Pharmaceutical Sector Earnings Up 3.1x in 2024 Due to Deregulation of Medicine Prices
Pakistan’s listed pharmaceutical sector’s earnings were up 3.1x to Rs. 24.8 billion in the calendar year 2024. This jump in profitability is primarily attributed to higher net sales and improved gross margins.
Net sales increased by 15 percent YoY to Rs. 318 billion in 2024, primarily driven by an increase in drug prices, according to Topline Securities.
To recall, in February 2024, the government approved the deregulation of non-essential drug prices, which allowed companies to increase prices without any cap as it was under the previous drug policy to increase the prices of all other non-essential drugs by up to the full increase in CPI (with a cap of 10 percent). While prices of essential drugs are still capped with a formula of up to 70 percent of the increase in CPI (with a cap of 7 percent).
Additionally, on February 6, 2024, the Ministry of National Health Services, Regulations, and Coordination (NHSR&C) also approved an increase in the prices of 146 essential drugs.
These developments and price increases led to an improvement in gross margins, which rose from 26 percent in 2023 to 36 percent in 2024. Additionally, the recent decline in raw material prices for many drugs and PKR appreciation further contributed to the increase in gross margins.

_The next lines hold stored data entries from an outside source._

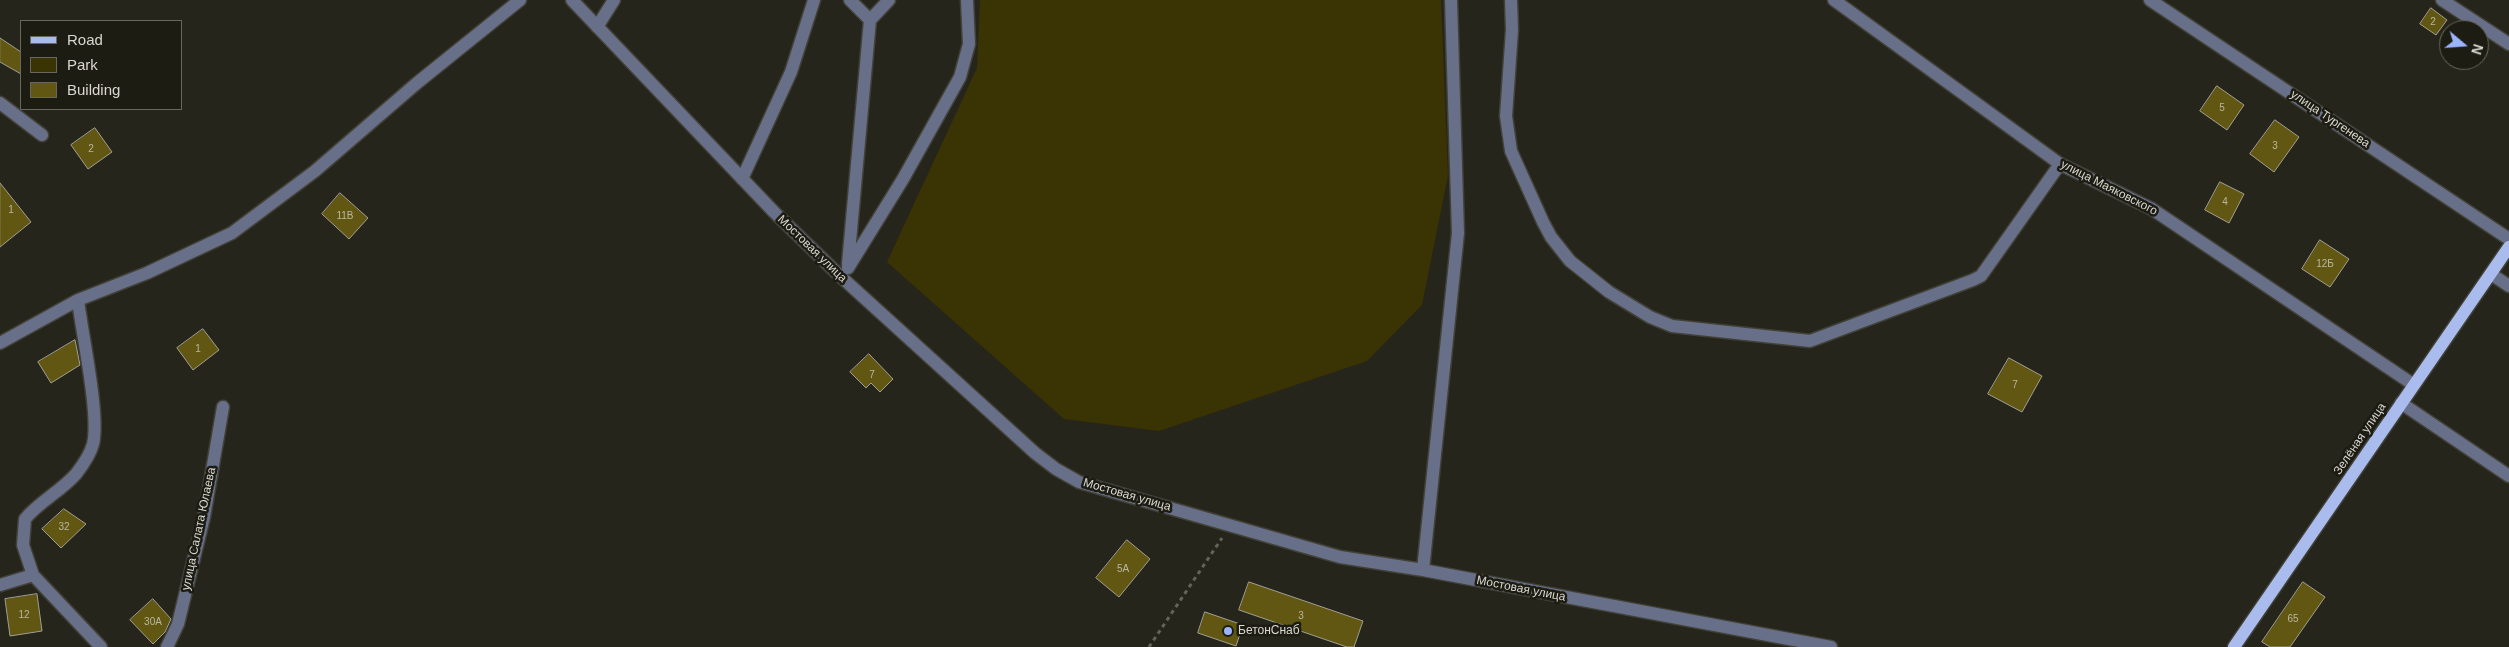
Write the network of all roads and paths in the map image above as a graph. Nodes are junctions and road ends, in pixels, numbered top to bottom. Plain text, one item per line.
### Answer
1 (520, 0) edge
2 (572, 0) edge
3 (614, 0) edge
4 (814, 0) edge
5 (850, 0) edge
6 (889, 0) edge
7 (967, 0) edge
8 (1451, 0) edge
9 (1511, 0) edge
10 (1834, 0) edge
11 (2150, 0) edge
12 (2442, 0) edge
13 (870, 20) junction
14 (597, 27) junction
15 (2509, 44) edge
16 (0, 103) edge
17 (42, 135) dead end
18 (2060, 164) junction
19 (742, 179) junction
20 (2509, 239) edge
21 (2509, 247) edge
22 (843, 271) junction
23 (2491, 274) junction
24 (2509, 286) edge
25 (78, 300) junction
26 (0, 343) edge
27 (2414, 384) junction
28 (2401, 404) junction
29 (223, 408) dead end
30 (2509, 476) edge
31 (1231, 525) junction
32 (1423, 570) junction
33 (33, 575) junction
34 (0, 585) edge
35 (101, 647) edge
36 (167, 647) edge
37 (1149, 647) edge
38 (1831, 647) edge
39 (2234, 647) edge

1 - 25 street
2 - 14 street, Мостовая улица
3 - 14 street
4 - 19 street
5 - 13 street
6 - 13 street
7 - 22 street
8 - 32 street
9 - 18 street
10 - 18 street, улица Маяковского
11 - 20 street, улица Тургенева
12 - 15 street
13 - 22 street
14 - 19 street, Мостовая улица
16 - 17 street
18 - 27 street, улица Маяковского
19 - 22 street, Мостовая улица
21 - 23 main road, Зелёная улица
22 - 31 street, Мостовая улица
23 - 24 street
23 - 27 main road, Зелёная улица
25 - 26 street
25 - 33 street
27 - 28 main road, Зелёная улица
28 - 30 street
28 - 39 main road, Зелёная улица
29 - 36 street, улица Салата Юлаева
31 - 32 street, Мостовая улица
31 - 37 path
32 - 38 street, Мостовая улица
33 - 34 street
33 - 35 street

Selling and administrative expenses increased by 14 percent and 15 percent, respectively, in 2024, which is in line with the inflation trend.
The finance cost of the sector also increased by 1 percent YoY to Rs. 8.0 billion in 2024 from Rs. 7.9 billion in 2023. This rise in finance cost, despite a decline in the average KIBOR (benchmark lending rate) from 21.6 percent in 2023 to 18.5 percent in 2024, is due to higher borrowings.
The deregulation of non-essential drugs will further enhance the margins of pharmaceutical companies, particularly those with a high proportion of non-essential products, as the full impact is yet to materialize in the coming quarters. Additionally, the recent decline in interest rates, along with the expected reduction in borrowings by a few companies, is likely to further support profitability in 2025.
The report is in favor of high-quality stocks with a higher non-essential product mix, leverage, strong gross margins, and attractive valuations. AGP Limited (AGP) and Searle Company (SEARL) are the firm’s preferred picks in the pharmaceutical sector.